Agregó que quizás el cambio más importante ha sido cultural. Durante muchos años el foco estuvo puesto en producir más, y el sector lo logró. “Hoy entendemos que el verdadero desafío es producir más y mejor, cuidando los suelos, el agua y la biodiversidad para las generaciones futuras.También cambió la mirada de la sociedad. Los consumidores quieren saber cómo producimos alimentos y exigen cada vez mayor trazabilidad y transparencia.
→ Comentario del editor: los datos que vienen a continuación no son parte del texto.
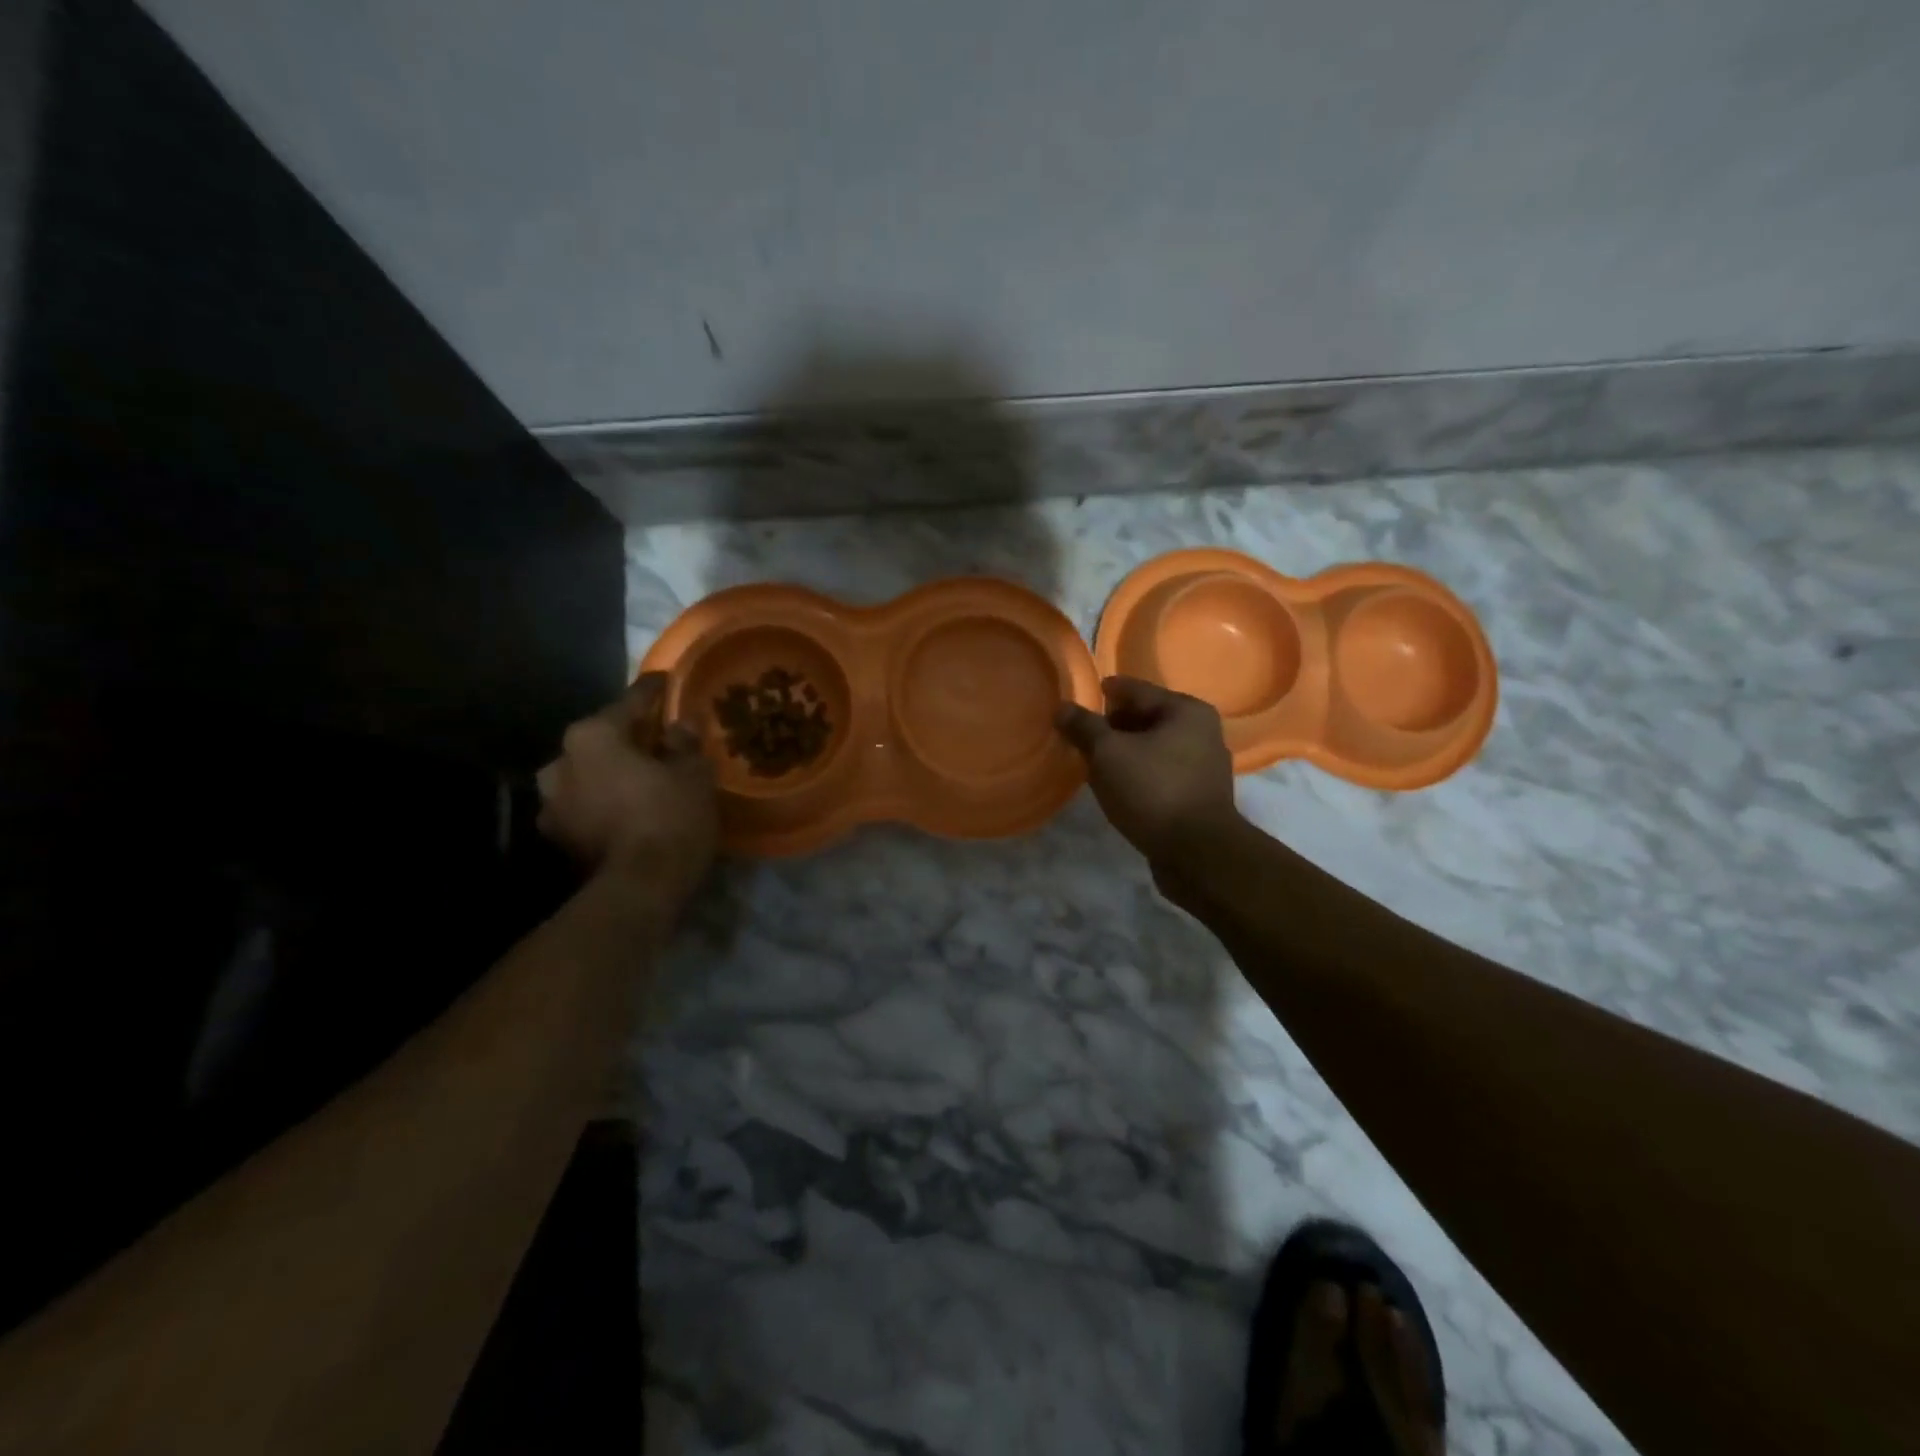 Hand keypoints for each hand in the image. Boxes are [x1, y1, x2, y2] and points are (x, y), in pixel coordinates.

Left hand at [537, 673, 718, 906]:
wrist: (639, 888)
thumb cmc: (669, 816)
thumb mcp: (693, 774)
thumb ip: (684, 743)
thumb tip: (680, 725)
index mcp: (592, 735)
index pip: (629, 702)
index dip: (652, 690)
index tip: (664, 681)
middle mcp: (560, 762)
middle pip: (601, 740)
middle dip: (627, 739)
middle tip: (657, 739)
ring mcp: (552, 804)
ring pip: (588, 775)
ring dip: (611, 774)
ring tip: (642, 779)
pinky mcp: (557, 839)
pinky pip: (586, 807)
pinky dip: (604, 804)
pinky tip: (628, 811)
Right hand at [1056, 676, 1238, 862]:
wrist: (1197, 853)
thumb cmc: (1152, 790)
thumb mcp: (1108, 753)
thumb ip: (1083, 726)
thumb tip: (1062, 708)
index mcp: (1186, 711)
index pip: (1136, 690)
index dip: (1107, 691)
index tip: (1082, 697)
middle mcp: (1202, 732)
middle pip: (1147, 718)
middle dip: (1114, 725)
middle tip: (1083, 736)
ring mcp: (1204, 766)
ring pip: (1154, 748)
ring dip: (1125, 753)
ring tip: (1094, 763)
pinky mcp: (1199, 796)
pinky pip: (1161, 773)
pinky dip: (1138, 774)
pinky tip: (1117, 787) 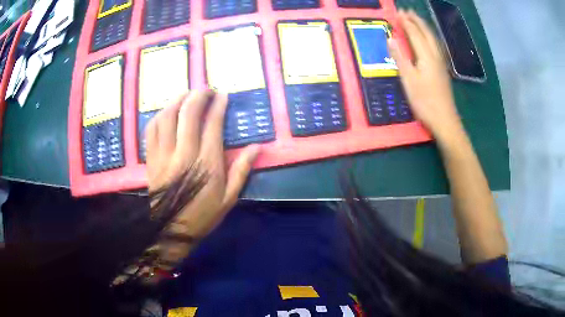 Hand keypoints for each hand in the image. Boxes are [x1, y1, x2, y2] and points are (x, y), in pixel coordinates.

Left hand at [145, 91, 260, 240]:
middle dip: (198, 96)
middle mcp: (184, 154)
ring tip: (186, 94)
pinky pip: (152, 129)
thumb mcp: (228, 199)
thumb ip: (241, 171)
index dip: (218, 106)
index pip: (212, 125)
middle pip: (188, 114)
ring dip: (177, 100)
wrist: (170, 231)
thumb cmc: (202, 216)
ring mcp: (164, 155)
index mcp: (207, 164)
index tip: (223, 95)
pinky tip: (167, 111)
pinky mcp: (151, 159)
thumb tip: (257, 147)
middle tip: (206, 89)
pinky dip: (160, 115)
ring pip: (167, 117)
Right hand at [388, 10, 463, 141]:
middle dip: (417, 21)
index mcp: (426, 56)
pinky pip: (436, 47)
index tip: (398, 13)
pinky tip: (428, 40)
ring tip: (417, 21)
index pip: (415, 34)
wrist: (445, 120)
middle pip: (427, 33)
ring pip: (433, 39)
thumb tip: (391, 39)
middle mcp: (435, 56)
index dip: (406, 23)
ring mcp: (441, 64)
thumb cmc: (425, 101)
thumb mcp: (409, 80)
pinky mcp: (442, 71)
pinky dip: (430, 38)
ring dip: (424, 27)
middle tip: (408, 12)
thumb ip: (400, 58) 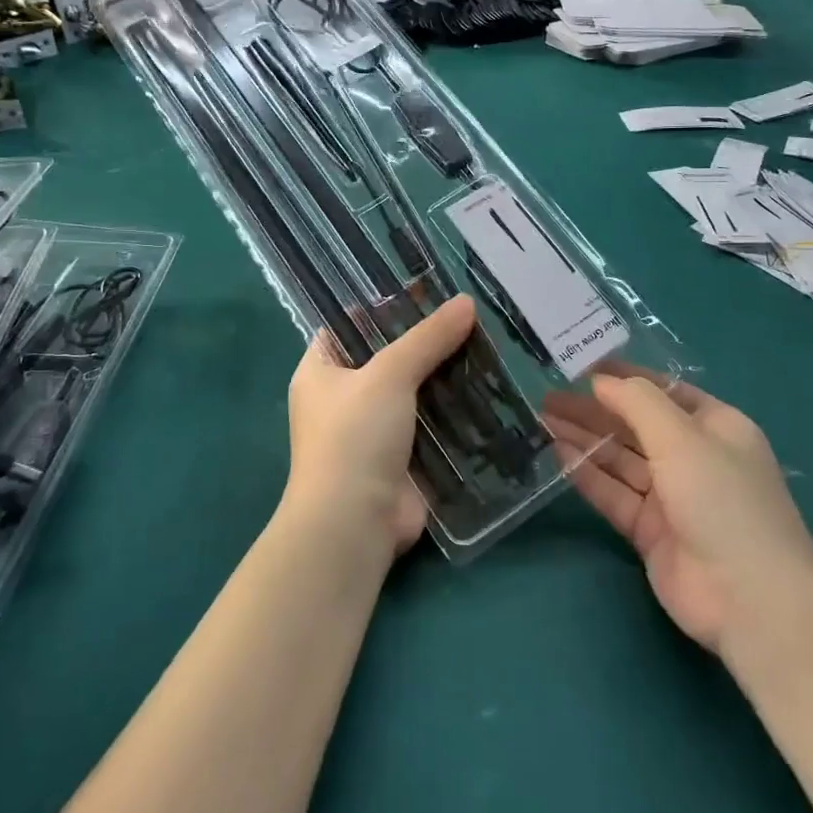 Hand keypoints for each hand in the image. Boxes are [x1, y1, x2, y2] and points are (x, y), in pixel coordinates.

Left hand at [285, 295, 475, 557]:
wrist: (354, 523)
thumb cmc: (354, 436)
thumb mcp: (388, 374)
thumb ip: (427, 338)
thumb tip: (466, 303)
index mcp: (322, 370)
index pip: (349, 325)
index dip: (383, 305)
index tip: (427, 289)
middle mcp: (344, 396)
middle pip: (388, 356)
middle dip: (426, 340)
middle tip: (469, 314)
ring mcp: (375, 429)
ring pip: (415, 390)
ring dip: (446, 374)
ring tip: (488, 343)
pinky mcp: (403, 456)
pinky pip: (433, 423)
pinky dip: (456, 409)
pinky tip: (490, 387)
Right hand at [545, 370, 812, 653]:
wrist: (749, 600)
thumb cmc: (722, 499)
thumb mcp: (682, 437)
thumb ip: (637, 402)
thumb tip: (600, 380)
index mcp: (716, 427)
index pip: (664, 391)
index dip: (624, 377)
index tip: (580, 367)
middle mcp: (694, 457)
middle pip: (636, 425)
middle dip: (595, 409)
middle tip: (548, 396)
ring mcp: (672, 497)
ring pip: (620, 459)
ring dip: (585, 438)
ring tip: (543, 419)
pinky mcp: (650, 531)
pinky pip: (614, 493)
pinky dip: (587, 474)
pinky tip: (559, 453) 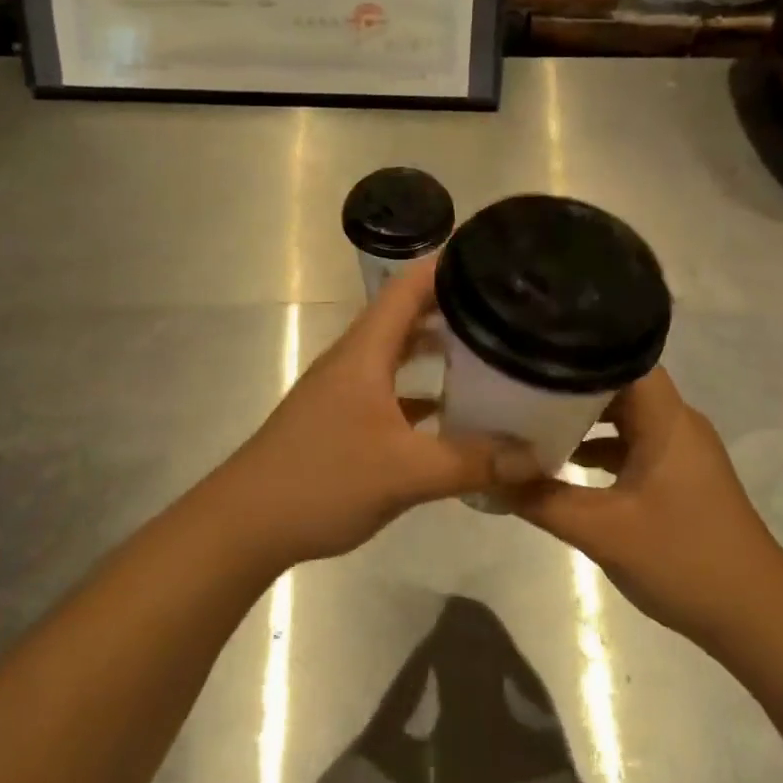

Creo que allí reside una gran oportunidad: mostrar que el agro argentino tiene la capacidad de innovar y seguir liderando, siempre con el compromiso de cuidar nuestra Casa Común”.
Para Marina Sansiñena, de los tres desafíos más grandes que tiene el agro nacional, el primero es seguir produciendo más y mejores alimentos de una manera sostenible. “El agro argentino tiene la responsabilidad de continuar siendo uno de los motores del desarrollo del país, pero al mismo tiempo debe hacerlo preservando los recursos naturales que sostendrán a las próximas generaciones. Producir y cuidar ya no son objetivos contrapuestos; hoy son inseparables”.
Señaló que el segundo desafío es adaptarnos a un contexto climático cada vez más incierto. Sequías prolongadas, inundaciones y eventos extremos nos recuerdan permanentemente la vulnerabilidad de nuestros sistemas productivos. Necesitamos una agricultura y una ganadería más resilientes, apoyadas en ciencia, innovación y gestión responsable.
“Finalmente, y quizás el desafío más trascendente, es la formación de las personas. Ninguna tecnología podrá reemplazar la humanidad de profesionales comprometidos, capaces de integrar innovación y sensibilidad social. El futuro del agro dependerá de nuestra capacidad para formar líderes que comprendan que detrás de cada decisión productiva hay personas, comunidades y ambientes que cuidar”.
El rol que cumplen los jóvenes agrónomos en el futuro del campo de nuestro país
Los jóvenes profesionales de las Ciencias Agrarias y Veterinarias tienen un papel protagónico en el futuro del agro argentino. En las aulas vemos una generación interesada en encontrar nuevas respuestas para los desafíos del sector. Muchos no provienen de familias tradicionalmente vinculadas al agro y, lejos de ser una limitación, esto constituye una enorme riqueza. Llegan con nuevas preguntas, nuevas sensibilidades y una mirada renovada sobre la relación entre el campo y la sociedad.
Para finalizar se le consultó sobre qué consejo le daría a alguien que recién comienza la carrera de Ciencias Agrarias. Al respecto, señaló que les expresaría que aprovechen cada oportunidad para salir al campo y hacerse preguntas. “La naturaleza es una gran maestra: cuanto más la observamos, más comprendemos su complejidad y más humildes nos volvemos frente a ella. Nunca pierdan la capacidad de asombro, porque esa curiosidad será motor durante toda la vida.
También les diría que no transiten la Carrera pensando únicamente en un futuro laboral. Las Ciencias Agrarias y Veterinarias son, ante todo, profesiones de servicio. Detrás de cada decisión que tomamos hay seres, comunidades y ecosistemas que se verán afectados. Por eso, además de formarse técnicamente, es importante aprender a escuchar y a actuar con empatía.
Les aconsejaría que se animen a recorrer caminos nuevos y a salir de su zona de confort. El agro necesita profesionales capaces de construir puentes entre la ciencia y la sociedad y de trabajar junto a personas con distintas miradas y saberes”.